Comparison of non-steroidal anti-inflammatory drugs and knee kinesio taping in early osteoarthritis pain: A randomized controlled trial.

作者信息

Hayati Maryam, Yazdi Zohreh, Abbasi Mahnaz

机构信息

Tehran University of Medical Sciences, Tehran, Iran.

Qazvin University of Medical Science, Qazvin, Iran.

出版信息

J Bodyw Mov Ther. 2019 Jul;23(3):666-670. doi: 10.1016/j.jbmt.2018.06.011. Epub 2018 Jul 3.
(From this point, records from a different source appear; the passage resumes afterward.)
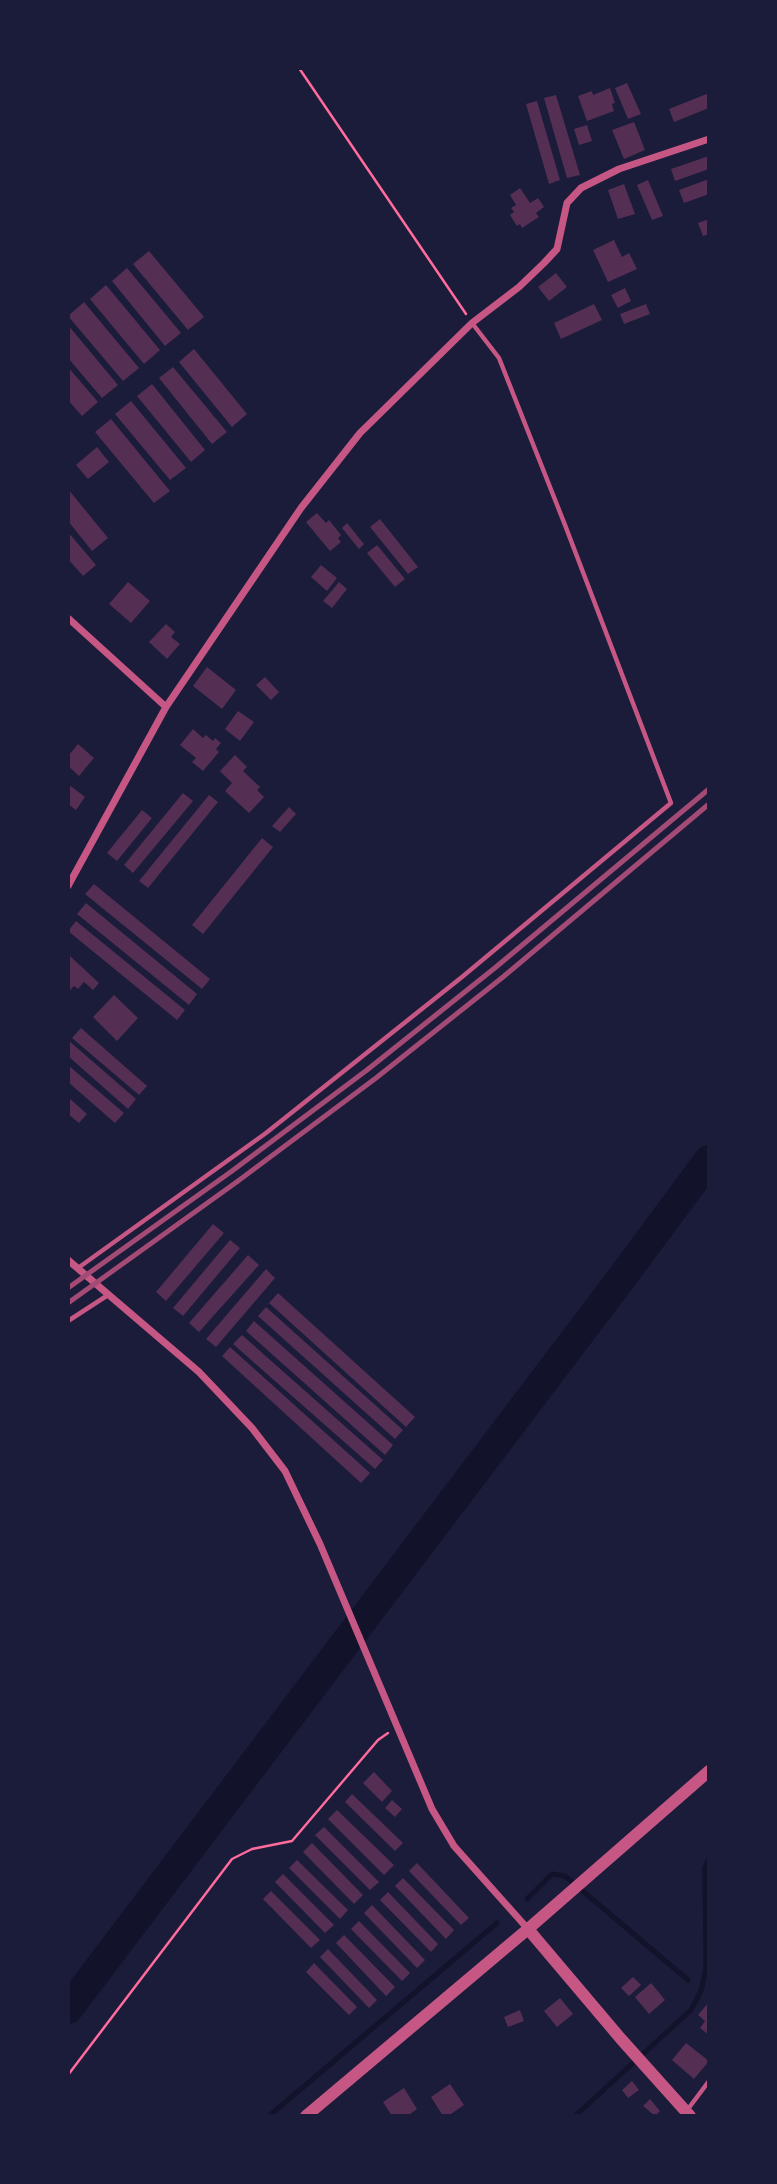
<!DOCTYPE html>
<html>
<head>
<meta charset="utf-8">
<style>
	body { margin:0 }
	#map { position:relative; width:777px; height:2184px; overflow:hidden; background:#1b1b3a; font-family:Quicksand,sans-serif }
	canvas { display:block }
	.frame { position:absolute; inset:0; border:70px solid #1b1b3a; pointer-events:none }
</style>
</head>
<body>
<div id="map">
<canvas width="777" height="2184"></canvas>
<div class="frame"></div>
</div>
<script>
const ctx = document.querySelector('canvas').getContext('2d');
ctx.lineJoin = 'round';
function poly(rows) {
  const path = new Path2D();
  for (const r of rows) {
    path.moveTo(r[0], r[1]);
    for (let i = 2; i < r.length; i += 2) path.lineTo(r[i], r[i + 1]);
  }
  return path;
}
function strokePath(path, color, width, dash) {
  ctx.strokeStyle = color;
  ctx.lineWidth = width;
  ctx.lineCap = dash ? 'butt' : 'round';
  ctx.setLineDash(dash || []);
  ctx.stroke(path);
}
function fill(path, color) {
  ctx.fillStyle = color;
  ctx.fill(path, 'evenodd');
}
strokePath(poly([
	[527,1899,552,1874,565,1876,688,1980],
	[269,2116,497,1923],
	[575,2116,691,2010,701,1991,706,1968,705,1868,709,1858]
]), '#12122b', 5);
strokePath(poly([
	[68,2009,617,1284,709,1160]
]), '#12122b', 30);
fill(poly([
	[627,83,641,114,628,119,615,88],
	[610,88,615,103,612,104,614,111,587,121,578,96,592,91,593,95],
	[709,93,709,108,674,122,669,109],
	[556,95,580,175,567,178,544,98],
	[537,101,560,180,549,184,526,104],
	[634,122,645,150,624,159,612,130],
	[587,125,592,141,579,145,574,129],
	[709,156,709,169,675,181,671,169],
	[709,179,709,194,684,203,679,190],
	[648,180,663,216,652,220,637,185],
	[624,184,635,214,618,219,608,190],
	[520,188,530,203,538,198,544,207,536,213,539,217,522,228,520,224,517,226,510,215,514,212,511,208,516,205,510,195],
	[709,219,709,234,703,236,698,223],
	[614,240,622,257,629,253,637,269,608,282,593,250],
	[149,251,204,317,188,330,133,264],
	[127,268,181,333,165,346,112,281],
	[556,273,567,287,549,301,538,287],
	[106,285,160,350,144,364,90,299],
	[625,288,631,301,618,308,611,295],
	[84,302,139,368,123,381,68,316],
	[594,304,602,320,561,339,554,323],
	[646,304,650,314,624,324,620,314],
	[68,325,118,385,102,398,68,358],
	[194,349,247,414,232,427,179,362],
	[68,367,98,402,82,416,68,400],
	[173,367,227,432,212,444,159,378],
	[152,384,205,450,191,462,137,396],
	[131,401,186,468,170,480,115,414],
	[111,419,170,491,154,503,95,432],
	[97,447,109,462,88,479,76,465],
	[68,489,108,538,92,551,68,521],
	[317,513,326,523,329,520,341,535,338,538,341,542,330,551,306,522],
	[380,519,418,567,408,574,370,527],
	[347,523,364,544,359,549,342,528],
	[68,532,96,565,83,576,68,559],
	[377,545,405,579,395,587,367,553],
	[321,565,337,578,327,591,311,577],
	[128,582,150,601,131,623,109,604],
	[339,582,347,589,332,608,323,601],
	[166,624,175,632,171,637,180,644,167,659,149,642],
	[207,667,236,690,222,709,193,686],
	[265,677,279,692,271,700,256,685],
	[238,711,254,722,240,741,225,729],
	[193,729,203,738,206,735,213,741,215,738,221,743,216,749,219,752,203,771,192,762,196,758,180,745],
	[78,744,94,758,79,776,68,766,68,756],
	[235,755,247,767,243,771,260,787,257,790,264,797,249,813,225,791,232,783,220,771],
	[68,784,85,797,76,810,68,804],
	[183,793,193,801,133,873,124,865],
	[209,795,218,802,148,888,139,881],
	[289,807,296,814,280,832,272,826],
	[142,810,152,818,117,861,107,853],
	[262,838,273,847,203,934,192,925],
	[94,884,210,979,202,989,85,894],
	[86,903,197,994,189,1005,77,914],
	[76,921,185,1010,177,1020,68,931],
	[70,956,99,983,93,990,84,982,78,989,74,986,68,992,68,958],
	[114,995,138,1018,117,1041,93,1017],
	[81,1028,147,1086,139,1095,72,1038],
	[68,1040,136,1099,128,1109,68,1056],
	[68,1065,124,1113,115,1123,68,1082],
	[68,1097,87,1114,79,1123,68,1114],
	[213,1224,224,1233,166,1301,156,1292],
	[230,1240,240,1248,183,1316,173,1308],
	[248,1255,259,1265,199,1332,189,1323],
	[266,1269,275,1278,216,1347,206,1339],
	[278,1293,415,1417,406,1427,269,1303],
	[266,1307,403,1430,395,1439,258,1316],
	[254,1321,393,1445,385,1455,246,1331],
	[242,1335,383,1460,375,1469,233,1344],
	[230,1347,370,1473,361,1483,222,1356],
	[374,1772,392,1791,382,1802,363,1783],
	[352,1794,403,1843,395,1851,345,1802],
	[392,1800,402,1809,395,1817,385,1808],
	[337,1810,394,1865,384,1875,328,1819],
	[324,1827,379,1882,370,1890,315,1835],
	[312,1843,363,1895,354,1904,303,1852],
	[297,1860,348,1910,340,1919,289,1868],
	[417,1863,469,1918,461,1925,409,1871],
	[283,1874,334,1925,325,1933,275,1882],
	[403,1878,454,1930,446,1939,395,1886],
	[271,1891,320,1940,311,1948,263,1899],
	[388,1892,438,1944,431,1952,380,1900],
	[372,1905,425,1960,417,1968,364,1913],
	[359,1921,410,1973,402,1981,351,1929],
	[344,1935,395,1987,386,1996,336,1943],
	[328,1949,377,2000,369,2008,320,1957],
	[314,1963,357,2007,349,2015,306,1972],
	[633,1977,641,1985,629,1996,621,1988],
	[651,1983,665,2000,649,2014,635,1997],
	[560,1998,573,2014,557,2027,544,2011],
	[709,2002,709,2035,700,2028,705,2021,698,2015],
	[520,2010,524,2021,508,2027,504,2017],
	[686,2043,709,2061,694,2079,672,2060],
	[632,2081,639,2090,628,2098,622,2090],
	[450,2084,464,2105,448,2116,443,2116,431,2097],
	[404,2088,417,2109,410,2114,411,2116,392,2116,383,2102],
	[650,2099,660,2111,655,2116,643,2106]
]), '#542f53');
strokePath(poly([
	[299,68,466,314],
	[68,2075,232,1859,252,1849,292,1841,378,1740,388,1733]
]), '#ff6b9d', 2.5);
strokePath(poly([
	[78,1268,266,1133,462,977,671,803,565,525,499,358,472,323],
	[68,1321,108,1295],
	[688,2109,709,2081]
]), '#c65784', 4.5);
strokePath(poly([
	[68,618,166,707],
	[68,886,166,707,301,508,360,433,472,323,519,287,544,263,557,249,567,203,581,188,619,169,709,139],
	[68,1260,199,1372,252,1428,285,1471,320,1544,432,1809,454,1846,528,1929]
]), '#c65784', 7);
strokePath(poly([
	[528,1929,621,2039,690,2116],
	[306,2116,528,1929,709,1771]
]), '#c65784', 12);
strokePath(poly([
	[68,1288,232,1171,367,1070,496,967,709,789],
	[68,1303,238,1181,376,1078,503,977,709,804]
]), '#a44b75', 5);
</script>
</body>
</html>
DOI:10.1016/j.jbmt.2018.06.011
PMID:31563386
Abstract

NSAID in knee OA impose many related adverse effects. Kinesio taping was recently suggested as a novel conservative treatment for reducing pain in OA, without adverse effects. This study aimed to compare kinesio taping and NSAID therapy for kn.ee OA. There were 37 participants in the first group (mean age, 53.72 ± 8.91 years), 29 participants in the second group (mean age, 50.24 ± 8.63 years), and 18 participants in the third group (mean age, 53.33 ± 8.50 years). These groups were treated with NSAID therapy and kinesio taping, kinesio taping only, and sham taping with NSAID therapy, respectively. Taping was repeated three times a week at 1-day intervals. Participants reported pain each week, using visual analog scale scores. The main effect of group and the pain-group interaction were not statistically significant (P = 0.88 and 0.15, respectively). Pain reduction in different weeks was statistically significant (P < .001). Cohen's effect size values for pain reduction in the first to third groups were 0.70, 0.55, and 0.48, respectively. Pain reduction was observed in the three groups, but there was no significant difference among the various treatments. Kinesio taping as a pain relief method may reduce pharmacotherapy demands or at least delay NSAID prescriptions in patients with early OA.

摘要

非甾体抗炎药(NSAID)用于膝骨关节炎(OA)会产生许多相关的不良反应。最近有人提出,肌内效贴布作为一种新型保守治疗方法,可减轻骨关节炎疼痛且无不良反应。本研究旨在比较肌内效贴布与非甾体抗炎药疗法治疗膝骨关节炎的效果。第一组有37名参与者(平均年龄53.72±8.91岁),第二组有29名参与者(平均年龄50.24±8.63岁),第三组有18名参与者(平均年龄53.33±8.50岁)。这些组分别接受非甾体抗炎药疗法和肌内效贴布治疗、仅接受肌内效贴布治疗以及假贴布加非甾体抗炎药疗法。贴布每周重复3次,间隔1天。参与者每周使用视觉模拟量表评分报告疼痛情况。组间的主要效应以及疼痛与组的交互作用均无统计学意义(P值分别为0.88和0.15)。不同周的疼痛减轻情况具有统计学意义(P<0.001)。第一组至第三组疼痛减轻的科恩效应量值分别为0.70、0.55和0.48。三组均观察到疼痛减轻,但不同治疗方法之间无显著差异。肌内效贴布作为一种缓解疼痛的方法,可能会减少早期骨关节炎患者的药物治疗需求,或者至少延迟非甾体抗炎药的处方。